The legal chief at MMX has denied the fraud allegations against the company, saying that although litigation may go on for a while, the US$5 billion sale of assets to Anglo American would be unaffected.
The home and offices of controlling shareholder Eike Batista were raided on Friday by federal police investigating possible fraud in the granting of a concession to run the Amapa railroad, as well as gold smuggling.
Paulo de Gouvêa, Batista’s main legal advisor, emphasised that as yet no formal charges have been made, only an investigation. “ [The] worst case scenario is that this investigation becomes a formal criminal charge against certain individuals related to the company, and this would potentially drag for a number of years,” he says. “We would end up spending a lot of time and a lot of money in attorney fees, but in connection with a lawsuit against individuals, and not in connection with the company.”
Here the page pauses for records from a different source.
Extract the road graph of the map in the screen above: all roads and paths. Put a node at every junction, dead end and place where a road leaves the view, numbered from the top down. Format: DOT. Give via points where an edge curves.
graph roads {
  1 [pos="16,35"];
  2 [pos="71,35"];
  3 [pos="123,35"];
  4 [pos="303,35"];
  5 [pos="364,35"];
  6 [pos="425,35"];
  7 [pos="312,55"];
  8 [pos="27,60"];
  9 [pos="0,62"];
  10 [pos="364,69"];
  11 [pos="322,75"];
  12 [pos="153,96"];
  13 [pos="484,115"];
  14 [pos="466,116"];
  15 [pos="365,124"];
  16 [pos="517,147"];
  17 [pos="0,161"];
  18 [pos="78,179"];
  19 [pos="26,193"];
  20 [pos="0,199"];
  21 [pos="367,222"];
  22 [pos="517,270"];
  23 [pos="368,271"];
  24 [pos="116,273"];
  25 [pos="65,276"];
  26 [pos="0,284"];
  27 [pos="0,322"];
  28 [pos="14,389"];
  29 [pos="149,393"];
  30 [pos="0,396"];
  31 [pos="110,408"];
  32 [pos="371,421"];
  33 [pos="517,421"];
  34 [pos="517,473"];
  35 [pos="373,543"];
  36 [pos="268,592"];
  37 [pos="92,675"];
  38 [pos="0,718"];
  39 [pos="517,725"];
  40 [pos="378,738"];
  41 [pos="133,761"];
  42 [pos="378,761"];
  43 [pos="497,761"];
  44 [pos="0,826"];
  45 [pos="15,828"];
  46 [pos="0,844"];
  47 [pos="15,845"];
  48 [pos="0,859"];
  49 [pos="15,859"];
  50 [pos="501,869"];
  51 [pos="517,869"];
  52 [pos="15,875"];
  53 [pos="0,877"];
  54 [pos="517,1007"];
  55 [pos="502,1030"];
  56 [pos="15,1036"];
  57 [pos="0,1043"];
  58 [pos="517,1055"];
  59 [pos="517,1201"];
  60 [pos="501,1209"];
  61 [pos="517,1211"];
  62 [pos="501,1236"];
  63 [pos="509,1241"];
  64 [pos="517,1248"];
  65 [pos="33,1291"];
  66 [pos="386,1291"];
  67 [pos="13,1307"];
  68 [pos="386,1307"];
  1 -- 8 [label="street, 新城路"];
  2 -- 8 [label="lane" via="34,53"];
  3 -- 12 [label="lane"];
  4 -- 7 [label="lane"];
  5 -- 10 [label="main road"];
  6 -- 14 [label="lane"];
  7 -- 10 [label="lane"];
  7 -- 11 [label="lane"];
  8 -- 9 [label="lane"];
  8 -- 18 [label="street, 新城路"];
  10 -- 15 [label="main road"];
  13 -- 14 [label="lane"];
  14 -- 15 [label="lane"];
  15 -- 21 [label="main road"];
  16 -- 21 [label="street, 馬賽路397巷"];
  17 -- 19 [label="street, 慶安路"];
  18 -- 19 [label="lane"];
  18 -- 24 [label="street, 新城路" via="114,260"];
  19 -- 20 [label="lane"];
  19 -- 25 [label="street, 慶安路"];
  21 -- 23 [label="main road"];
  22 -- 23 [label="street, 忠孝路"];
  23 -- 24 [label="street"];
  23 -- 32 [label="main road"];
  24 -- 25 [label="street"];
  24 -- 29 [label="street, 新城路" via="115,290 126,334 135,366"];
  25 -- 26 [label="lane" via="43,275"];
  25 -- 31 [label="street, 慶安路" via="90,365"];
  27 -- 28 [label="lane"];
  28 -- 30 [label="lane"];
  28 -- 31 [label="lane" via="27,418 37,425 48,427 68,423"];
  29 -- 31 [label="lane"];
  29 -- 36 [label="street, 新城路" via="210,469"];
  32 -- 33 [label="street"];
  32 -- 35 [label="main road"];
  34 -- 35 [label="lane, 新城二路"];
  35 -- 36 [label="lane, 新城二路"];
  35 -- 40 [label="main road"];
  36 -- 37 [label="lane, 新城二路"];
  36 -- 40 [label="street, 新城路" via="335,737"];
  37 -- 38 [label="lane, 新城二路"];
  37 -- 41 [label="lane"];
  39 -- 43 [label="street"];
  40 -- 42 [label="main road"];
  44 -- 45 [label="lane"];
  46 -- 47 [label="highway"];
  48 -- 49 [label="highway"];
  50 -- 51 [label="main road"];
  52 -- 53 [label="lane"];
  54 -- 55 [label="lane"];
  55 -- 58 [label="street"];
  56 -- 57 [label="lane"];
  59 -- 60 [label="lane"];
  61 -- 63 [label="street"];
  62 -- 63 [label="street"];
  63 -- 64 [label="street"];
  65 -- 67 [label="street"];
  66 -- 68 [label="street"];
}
All three claims against the company were refuted by de Gouvêa – firstly, that the company could not be guilty of gold smuggling because “we have not ever produced a gram of gold”, and secondly, that the charges relating to conversations between a local gold producer and the government “are made of a conversation with someone who was not an employee when this happened”.
The third set of charges, relating to the railway concession, was, says de Gouvêa, equally unfounded. “This tender was a public tender; there were no restricted partners of any kind. It was a simple awarded concession to whoever made the highest bid.” Subsequent legal challenges against the tender were thrown out of court, and the concession has since been audited successfully by state attorney, he noted.
Batista has offered a personal indemnity to Anglo American for any losses it could suffer as a result of the investigation in its purchase of part of MMX, including the railway concession under question.
The indemnity is already built into the agreement, as is common in such transactions, emphasised de Gouvêa. “ [It] would effectively cure any alleged misrepresentation or breach in the agreement or any allegation that the material adverts changed, and conditions of the business of the company,” he says.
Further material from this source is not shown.